= Beginning of Section =
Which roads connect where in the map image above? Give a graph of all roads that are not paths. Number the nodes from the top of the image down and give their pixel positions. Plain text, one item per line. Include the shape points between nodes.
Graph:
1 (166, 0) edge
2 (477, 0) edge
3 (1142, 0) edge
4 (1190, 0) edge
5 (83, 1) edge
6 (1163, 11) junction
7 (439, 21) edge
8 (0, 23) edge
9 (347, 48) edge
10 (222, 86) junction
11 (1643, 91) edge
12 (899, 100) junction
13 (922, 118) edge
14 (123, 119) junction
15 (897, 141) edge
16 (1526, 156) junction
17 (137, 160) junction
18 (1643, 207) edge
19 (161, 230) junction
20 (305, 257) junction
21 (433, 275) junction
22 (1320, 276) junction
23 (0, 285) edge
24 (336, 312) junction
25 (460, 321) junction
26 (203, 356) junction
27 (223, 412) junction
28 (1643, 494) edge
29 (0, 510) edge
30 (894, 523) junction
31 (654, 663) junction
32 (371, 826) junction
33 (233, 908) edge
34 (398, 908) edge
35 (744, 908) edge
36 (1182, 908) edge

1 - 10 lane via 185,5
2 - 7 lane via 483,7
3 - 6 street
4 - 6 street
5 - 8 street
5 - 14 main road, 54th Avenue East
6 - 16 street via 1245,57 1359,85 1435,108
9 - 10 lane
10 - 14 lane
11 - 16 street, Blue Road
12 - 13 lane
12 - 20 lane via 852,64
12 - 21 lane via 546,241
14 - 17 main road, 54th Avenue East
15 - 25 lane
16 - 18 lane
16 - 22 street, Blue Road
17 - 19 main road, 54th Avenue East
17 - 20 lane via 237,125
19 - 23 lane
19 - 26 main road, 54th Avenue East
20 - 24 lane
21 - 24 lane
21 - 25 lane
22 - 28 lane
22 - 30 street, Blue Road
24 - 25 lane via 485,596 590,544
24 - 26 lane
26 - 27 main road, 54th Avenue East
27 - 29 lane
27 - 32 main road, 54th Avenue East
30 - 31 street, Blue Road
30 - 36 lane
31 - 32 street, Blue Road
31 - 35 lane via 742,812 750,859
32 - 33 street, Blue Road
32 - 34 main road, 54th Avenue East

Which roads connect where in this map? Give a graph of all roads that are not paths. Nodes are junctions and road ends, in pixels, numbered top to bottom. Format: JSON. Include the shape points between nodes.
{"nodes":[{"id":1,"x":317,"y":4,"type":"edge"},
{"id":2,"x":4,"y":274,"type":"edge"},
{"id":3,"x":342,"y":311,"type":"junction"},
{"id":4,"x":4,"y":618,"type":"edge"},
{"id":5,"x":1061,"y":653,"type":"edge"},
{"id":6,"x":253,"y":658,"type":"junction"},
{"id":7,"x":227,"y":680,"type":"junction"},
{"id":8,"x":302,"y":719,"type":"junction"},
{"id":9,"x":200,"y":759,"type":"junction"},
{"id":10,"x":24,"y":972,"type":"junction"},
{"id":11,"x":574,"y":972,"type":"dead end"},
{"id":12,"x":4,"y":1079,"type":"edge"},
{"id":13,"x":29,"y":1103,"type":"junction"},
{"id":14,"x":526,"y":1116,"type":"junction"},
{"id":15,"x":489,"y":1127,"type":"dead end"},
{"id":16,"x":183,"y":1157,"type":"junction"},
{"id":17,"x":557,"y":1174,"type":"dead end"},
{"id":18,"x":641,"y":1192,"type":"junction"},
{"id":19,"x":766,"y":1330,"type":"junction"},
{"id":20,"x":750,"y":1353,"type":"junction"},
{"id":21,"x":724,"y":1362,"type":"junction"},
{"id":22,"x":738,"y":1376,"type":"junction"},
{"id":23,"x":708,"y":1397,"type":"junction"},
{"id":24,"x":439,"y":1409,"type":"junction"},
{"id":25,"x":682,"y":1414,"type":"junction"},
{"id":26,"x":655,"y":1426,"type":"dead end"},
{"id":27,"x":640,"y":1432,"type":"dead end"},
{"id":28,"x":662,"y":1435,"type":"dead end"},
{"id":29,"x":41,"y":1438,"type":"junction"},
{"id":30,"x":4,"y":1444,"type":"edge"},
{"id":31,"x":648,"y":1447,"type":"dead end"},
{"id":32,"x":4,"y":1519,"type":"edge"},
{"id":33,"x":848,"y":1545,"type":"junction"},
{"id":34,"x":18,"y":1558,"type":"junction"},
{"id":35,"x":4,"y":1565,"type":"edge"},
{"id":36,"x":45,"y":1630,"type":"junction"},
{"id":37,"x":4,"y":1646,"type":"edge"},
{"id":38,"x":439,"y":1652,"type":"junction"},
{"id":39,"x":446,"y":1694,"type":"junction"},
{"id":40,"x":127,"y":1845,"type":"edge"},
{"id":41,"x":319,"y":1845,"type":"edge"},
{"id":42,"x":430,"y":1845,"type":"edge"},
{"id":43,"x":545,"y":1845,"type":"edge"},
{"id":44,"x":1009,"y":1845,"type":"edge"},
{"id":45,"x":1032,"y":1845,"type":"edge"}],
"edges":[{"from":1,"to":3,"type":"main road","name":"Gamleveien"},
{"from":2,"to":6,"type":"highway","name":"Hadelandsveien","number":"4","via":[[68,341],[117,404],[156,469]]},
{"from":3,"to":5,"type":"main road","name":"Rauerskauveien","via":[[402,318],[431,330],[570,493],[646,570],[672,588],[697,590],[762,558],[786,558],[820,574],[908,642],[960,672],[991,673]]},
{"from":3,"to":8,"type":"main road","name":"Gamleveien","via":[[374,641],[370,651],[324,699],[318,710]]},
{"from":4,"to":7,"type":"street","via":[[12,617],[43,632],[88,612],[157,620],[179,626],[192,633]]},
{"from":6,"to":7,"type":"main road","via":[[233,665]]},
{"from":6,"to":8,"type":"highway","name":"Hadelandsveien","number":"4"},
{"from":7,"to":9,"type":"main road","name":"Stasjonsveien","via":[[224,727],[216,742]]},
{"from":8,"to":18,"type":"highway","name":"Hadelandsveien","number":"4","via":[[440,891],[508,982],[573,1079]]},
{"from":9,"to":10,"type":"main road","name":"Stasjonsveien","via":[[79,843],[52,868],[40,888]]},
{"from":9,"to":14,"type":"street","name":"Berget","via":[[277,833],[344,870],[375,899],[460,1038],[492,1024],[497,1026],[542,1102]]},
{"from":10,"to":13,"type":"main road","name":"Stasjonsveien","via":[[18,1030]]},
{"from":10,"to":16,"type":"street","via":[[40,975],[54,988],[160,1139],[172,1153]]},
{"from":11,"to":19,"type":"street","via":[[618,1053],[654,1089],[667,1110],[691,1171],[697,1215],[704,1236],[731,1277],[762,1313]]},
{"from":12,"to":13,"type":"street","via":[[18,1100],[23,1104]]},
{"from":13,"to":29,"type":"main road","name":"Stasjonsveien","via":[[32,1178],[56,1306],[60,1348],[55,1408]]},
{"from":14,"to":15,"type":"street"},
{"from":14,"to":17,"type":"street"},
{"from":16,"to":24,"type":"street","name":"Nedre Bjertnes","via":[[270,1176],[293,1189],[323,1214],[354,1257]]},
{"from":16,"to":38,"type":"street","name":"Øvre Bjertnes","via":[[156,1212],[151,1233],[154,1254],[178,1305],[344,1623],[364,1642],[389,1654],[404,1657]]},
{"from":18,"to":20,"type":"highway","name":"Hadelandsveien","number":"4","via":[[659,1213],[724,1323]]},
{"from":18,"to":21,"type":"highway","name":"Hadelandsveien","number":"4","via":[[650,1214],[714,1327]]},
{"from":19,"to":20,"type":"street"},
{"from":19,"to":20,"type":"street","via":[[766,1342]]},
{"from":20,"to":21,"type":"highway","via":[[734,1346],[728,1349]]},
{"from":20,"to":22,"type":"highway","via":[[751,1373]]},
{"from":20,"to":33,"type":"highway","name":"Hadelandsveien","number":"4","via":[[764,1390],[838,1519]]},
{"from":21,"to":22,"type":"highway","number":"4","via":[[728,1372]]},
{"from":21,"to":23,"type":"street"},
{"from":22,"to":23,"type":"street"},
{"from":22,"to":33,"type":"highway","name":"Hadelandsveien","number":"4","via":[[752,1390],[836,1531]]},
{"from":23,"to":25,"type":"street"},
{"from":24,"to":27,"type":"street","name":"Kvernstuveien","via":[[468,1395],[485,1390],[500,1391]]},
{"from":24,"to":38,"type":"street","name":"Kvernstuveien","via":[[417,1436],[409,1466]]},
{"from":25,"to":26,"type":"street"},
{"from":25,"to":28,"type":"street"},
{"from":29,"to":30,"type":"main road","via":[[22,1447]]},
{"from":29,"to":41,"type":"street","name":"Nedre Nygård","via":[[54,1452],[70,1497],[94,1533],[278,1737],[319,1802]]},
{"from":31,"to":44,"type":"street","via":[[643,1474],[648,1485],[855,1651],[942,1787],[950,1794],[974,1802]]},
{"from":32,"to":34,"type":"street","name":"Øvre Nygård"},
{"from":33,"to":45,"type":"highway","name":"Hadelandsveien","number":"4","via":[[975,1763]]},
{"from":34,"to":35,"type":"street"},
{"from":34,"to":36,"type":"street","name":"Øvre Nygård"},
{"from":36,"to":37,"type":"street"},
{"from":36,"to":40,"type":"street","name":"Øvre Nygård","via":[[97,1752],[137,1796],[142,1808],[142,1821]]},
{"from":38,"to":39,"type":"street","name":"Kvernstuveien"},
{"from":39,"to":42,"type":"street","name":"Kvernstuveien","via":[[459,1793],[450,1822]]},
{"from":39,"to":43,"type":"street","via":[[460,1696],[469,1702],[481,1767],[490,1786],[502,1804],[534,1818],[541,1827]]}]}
= End of Section =
State the number of lines in the data above containing the string "Avenue" and nothing more.

7